== Problem to work on ==
Which lines in the records below contain the word "Forest"? Copy each one.

== Collected data entries ==
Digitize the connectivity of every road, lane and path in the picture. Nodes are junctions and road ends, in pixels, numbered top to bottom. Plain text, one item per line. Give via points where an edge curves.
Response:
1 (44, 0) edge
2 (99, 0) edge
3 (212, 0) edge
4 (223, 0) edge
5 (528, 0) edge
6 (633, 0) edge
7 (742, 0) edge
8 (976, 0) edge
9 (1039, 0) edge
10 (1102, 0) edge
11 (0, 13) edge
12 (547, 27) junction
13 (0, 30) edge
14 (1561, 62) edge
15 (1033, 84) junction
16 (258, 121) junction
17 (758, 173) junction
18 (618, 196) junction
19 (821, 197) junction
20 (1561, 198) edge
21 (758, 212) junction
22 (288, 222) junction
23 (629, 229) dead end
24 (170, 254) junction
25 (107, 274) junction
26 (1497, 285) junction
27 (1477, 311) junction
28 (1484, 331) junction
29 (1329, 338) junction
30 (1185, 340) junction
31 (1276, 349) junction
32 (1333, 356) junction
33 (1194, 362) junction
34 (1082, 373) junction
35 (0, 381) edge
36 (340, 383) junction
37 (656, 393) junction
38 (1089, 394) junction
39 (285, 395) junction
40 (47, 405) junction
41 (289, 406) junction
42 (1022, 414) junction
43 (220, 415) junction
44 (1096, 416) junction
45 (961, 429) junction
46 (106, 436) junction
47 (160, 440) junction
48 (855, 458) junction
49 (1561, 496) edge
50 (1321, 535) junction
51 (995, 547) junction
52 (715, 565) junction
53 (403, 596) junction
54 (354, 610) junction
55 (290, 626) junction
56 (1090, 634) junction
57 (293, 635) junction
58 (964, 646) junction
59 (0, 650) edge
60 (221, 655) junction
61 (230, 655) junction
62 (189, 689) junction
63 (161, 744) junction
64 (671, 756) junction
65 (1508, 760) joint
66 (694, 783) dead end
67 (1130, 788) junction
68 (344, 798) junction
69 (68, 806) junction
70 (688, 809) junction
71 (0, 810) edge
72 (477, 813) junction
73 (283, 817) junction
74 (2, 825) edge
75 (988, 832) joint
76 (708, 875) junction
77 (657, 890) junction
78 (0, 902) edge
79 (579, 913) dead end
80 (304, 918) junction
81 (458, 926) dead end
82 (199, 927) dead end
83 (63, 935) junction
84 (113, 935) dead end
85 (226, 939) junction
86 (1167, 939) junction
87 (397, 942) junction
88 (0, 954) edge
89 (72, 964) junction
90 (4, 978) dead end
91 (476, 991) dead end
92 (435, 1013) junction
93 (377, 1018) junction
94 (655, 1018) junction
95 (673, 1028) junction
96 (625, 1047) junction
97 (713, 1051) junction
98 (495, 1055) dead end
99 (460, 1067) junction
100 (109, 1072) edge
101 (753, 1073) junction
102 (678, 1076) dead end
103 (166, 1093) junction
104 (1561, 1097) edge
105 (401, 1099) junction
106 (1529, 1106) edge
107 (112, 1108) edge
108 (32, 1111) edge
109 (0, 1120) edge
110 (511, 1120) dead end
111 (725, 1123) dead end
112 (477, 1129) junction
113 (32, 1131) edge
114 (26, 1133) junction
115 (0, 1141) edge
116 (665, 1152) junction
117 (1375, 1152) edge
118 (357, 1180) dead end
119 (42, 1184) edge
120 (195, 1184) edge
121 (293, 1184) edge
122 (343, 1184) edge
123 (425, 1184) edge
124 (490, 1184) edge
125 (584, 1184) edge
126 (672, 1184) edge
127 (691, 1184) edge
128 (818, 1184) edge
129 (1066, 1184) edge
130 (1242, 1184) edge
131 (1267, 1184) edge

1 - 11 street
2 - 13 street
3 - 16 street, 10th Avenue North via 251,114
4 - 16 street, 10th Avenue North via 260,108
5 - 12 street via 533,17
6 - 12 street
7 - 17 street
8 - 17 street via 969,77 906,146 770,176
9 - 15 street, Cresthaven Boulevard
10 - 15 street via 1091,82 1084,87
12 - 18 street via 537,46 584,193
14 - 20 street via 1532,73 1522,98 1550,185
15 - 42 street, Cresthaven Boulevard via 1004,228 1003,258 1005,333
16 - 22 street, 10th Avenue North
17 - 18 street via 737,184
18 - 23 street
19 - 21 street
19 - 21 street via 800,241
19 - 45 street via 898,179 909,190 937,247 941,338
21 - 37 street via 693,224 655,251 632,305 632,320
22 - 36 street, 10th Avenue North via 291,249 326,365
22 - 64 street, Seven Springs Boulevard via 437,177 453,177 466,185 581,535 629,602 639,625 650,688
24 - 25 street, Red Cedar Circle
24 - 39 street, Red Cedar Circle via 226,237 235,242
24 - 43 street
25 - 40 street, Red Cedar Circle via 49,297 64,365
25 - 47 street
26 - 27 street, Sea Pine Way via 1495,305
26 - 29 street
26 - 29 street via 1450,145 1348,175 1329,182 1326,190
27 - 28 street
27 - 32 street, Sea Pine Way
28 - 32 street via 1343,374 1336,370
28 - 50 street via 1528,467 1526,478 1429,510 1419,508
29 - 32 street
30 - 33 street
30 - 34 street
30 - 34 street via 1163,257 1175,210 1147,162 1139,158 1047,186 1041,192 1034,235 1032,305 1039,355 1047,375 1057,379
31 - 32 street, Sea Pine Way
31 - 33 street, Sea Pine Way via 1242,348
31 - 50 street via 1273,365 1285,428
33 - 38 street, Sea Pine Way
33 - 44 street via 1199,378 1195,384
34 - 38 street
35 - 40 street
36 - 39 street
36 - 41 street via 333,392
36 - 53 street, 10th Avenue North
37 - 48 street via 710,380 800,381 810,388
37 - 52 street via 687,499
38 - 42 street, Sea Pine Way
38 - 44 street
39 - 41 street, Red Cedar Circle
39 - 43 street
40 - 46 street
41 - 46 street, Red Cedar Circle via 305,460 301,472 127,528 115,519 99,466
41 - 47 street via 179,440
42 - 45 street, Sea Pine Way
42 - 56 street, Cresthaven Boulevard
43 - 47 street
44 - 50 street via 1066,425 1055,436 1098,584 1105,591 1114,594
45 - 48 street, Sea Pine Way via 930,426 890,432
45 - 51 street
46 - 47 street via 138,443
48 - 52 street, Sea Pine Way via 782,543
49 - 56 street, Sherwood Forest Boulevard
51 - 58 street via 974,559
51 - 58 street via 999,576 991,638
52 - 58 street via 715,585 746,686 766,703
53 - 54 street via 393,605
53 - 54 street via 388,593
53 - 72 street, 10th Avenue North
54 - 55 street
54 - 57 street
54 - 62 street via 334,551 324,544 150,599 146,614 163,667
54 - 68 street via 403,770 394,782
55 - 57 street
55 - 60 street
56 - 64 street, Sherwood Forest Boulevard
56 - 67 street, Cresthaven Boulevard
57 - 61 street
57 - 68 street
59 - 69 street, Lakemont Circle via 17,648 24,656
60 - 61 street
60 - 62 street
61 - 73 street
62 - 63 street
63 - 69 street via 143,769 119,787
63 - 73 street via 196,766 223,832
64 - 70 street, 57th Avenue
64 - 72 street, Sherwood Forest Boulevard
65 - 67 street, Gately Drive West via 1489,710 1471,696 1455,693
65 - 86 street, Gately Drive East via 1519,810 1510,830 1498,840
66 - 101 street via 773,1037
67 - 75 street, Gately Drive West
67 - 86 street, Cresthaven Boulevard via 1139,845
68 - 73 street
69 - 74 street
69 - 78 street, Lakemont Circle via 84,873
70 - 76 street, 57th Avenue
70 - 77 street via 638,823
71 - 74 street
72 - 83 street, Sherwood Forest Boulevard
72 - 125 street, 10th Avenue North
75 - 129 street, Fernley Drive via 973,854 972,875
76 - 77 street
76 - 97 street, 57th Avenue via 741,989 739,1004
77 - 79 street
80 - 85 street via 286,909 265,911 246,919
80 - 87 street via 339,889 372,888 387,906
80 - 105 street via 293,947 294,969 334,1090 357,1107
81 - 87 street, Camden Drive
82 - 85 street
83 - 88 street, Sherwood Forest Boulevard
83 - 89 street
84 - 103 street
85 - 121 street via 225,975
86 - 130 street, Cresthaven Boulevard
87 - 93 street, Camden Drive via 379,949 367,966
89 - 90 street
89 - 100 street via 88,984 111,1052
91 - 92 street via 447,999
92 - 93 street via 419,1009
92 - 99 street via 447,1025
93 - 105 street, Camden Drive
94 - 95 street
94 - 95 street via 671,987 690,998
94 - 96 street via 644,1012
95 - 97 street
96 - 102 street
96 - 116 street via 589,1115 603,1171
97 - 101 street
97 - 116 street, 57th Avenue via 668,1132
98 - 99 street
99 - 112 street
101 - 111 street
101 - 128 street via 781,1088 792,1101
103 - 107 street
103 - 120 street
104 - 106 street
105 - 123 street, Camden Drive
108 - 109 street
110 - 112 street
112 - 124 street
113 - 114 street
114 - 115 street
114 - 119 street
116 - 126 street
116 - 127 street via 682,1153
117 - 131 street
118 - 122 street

== Exercise output ==
49 - 56 street, Sherwood Forest Boulevard
56 - 64 street, Sherwood Forest Boulevard
64 - 72 street, Sherwood Forest Boulevard
72 - 83 street, Sherwood Forest Boulevard
83 - 88 street, Sherwood Forest Boulevard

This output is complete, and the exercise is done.